As guerras de independência e o movimento negro no Brasil possuem uma forte conexão histórica. Durante o século XIX, ocorreram diversas rebeliões e conflitos armados no país, que tinham como objetivo libertar a nação do domínio português. Nesse contexto, a participação dos negros foi fundamental, pois muitos deles lutaram bravamente em prol da independência. Ao mesmo tempo, o movimento negro também se intensificava no Brasil, reivindicando mais direitos e igualdade social. Personagens importantes como Luiz Gama, Joaquim Nabuco e José do Patrocínio lutaram incansavelmente pelo fim da escravidão e por uma maior inclusão dos negros na sociedade. Essas lutas culminaram na abolição da escravatura em 1888, mas ainda assim, a discriminação racial continuou a ser uma realidade no país. O movimento negro perseverou e continuou a lutar pelos seus direitos nas décadas seguintes, culminando na conquista de importantes avanços legais e sociais ao longo do século XX.

Além de terem um papel fundamental no desmantelamento da ditadura fascista e influenciarem diretamente o golpe militar que deu início à Revolução dos Cravos, as guerras de independência nas colônias portuguesas de Angola, Moçambique, Guiné-Bissau e Cabo Verde também tiveram impacto significativo nas lutas da esquerda no Brasil, particularmente no movimento negro, de acordo com a historiadora Patrícia Teixeira Santos.

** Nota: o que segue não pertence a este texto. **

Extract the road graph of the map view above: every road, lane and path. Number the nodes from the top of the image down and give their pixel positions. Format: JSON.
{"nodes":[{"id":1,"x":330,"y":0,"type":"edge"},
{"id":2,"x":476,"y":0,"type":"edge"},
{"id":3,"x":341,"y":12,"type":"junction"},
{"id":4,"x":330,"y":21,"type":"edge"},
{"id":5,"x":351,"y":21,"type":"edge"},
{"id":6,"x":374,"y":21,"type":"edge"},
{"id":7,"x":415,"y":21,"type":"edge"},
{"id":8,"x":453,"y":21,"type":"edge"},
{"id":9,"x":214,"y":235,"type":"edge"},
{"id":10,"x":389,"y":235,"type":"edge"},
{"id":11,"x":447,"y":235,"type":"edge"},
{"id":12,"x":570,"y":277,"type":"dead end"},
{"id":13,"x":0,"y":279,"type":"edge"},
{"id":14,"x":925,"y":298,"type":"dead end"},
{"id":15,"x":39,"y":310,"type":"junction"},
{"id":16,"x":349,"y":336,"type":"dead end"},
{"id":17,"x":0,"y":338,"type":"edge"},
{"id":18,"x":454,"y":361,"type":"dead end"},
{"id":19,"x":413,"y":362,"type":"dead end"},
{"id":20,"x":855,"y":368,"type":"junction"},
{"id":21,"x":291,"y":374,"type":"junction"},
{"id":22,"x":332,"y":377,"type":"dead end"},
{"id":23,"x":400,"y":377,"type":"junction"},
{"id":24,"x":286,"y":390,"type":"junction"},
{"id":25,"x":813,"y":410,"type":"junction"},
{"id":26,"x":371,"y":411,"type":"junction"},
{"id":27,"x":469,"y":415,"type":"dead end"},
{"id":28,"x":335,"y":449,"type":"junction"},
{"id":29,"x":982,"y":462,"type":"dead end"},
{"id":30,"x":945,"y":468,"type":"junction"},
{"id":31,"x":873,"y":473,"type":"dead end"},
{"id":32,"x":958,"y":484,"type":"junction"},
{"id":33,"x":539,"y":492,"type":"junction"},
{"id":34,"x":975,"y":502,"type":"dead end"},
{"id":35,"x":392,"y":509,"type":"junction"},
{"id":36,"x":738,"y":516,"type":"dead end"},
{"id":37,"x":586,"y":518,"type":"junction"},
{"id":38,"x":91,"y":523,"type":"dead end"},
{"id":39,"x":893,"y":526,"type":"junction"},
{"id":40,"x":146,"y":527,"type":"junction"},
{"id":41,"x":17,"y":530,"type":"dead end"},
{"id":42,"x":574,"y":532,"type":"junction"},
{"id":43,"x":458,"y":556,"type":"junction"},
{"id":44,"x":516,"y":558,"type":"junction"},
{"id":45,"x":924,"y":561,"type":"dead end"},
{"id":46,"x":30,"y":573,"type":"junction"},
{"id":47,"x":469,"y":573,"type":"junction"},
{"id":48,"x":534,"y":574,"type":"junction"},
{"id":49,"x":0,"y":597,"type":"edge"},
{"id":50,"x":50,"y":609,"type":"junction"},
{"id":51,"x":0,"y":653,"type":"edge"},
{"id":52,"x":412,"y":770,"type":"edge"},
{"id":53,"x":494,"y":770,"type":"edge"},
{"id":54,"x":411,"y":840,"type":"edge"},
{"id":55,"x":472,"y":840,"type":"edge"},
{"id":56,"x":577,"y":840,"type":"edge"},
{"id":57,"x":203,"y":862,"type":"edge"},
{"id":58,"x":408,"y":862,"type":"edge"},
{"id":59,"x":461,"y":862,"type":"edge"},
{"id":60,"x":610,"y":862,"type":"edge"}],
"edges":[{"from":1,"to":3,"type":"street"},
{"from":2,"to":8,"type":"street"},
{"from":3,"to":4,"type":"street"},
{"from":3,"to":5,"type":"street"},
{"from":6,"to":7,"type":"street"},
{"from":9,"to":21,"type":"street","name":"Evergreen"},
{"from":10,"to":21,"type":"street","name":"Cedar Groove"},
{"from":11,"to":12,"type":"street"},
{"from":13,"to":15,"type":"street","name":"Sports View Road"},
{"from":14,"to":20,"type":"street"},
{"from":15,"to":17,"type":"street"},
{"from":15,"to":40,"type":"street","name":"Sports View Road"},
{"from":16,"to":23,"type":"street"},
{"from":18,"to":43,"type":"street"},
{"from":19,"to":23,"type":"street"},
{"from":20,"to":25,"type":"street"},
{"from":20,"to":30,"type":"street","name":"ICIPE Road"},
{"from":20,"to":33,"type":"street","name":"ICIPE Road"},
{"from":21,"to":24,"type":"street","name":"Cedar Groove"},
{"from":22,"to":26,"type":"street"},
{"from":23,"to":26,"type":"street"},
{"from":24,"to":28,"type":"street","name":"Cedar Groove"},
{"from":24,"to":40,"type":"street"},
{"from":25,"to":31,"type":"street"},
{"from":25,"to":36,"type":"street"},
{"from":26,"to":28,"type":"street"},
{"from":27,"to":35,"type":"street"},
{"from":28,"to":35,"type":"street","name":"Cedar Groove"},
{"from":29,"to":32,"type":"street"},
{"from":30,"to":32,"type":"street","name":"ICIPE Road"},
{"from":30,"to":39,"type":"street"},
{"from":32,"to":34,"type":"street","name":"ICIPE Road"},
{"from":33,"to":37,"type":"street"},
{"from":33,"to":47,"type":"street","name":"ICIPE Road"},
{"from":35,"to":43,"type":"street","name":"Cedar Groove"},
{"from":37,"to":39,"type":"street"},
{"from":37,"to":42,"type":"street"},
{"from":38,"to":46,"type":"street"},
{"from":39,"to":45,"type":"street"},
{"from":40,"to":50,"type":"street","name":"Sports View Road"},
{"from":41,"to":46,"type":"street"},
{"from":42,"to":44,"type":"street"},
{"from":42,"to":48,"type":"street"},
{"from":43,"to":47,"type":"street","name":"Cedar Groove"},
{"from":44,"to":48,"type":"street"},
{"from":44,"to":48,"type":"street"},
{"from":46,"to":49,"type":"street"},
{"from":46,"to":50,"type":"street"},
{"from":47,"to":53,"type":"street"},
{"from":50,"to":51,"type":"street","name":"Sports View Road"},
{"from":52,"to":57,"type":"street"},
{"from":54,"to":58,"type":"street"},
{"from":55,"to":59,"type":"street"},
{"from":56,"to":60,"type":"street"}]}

Ela é professora na Universidade Federal de São Paulo e pesquisadora dos Estudos Africanos na Universidade de Bordeaux na França, e Departamento de Estudos Africanos na Universidade de Dehli (Índia).

São ações incrivelmente inspiradoras que fornecem energia para a manutenção da luta contra o racismo e um fortalecimento crucial da noção de um poder negro emergente e de um governo negro recém-estabelecido através da vitória sobre a exploração colonial e a ditadura. Para o movimento negro brasileiro, as batalhas pela libertação nacional oferecem apoio em meio à brutalidade da ditadura militar e incentivam a continuidade da militância, mesmo que secretamente, através de protestos e de diversas outras ações.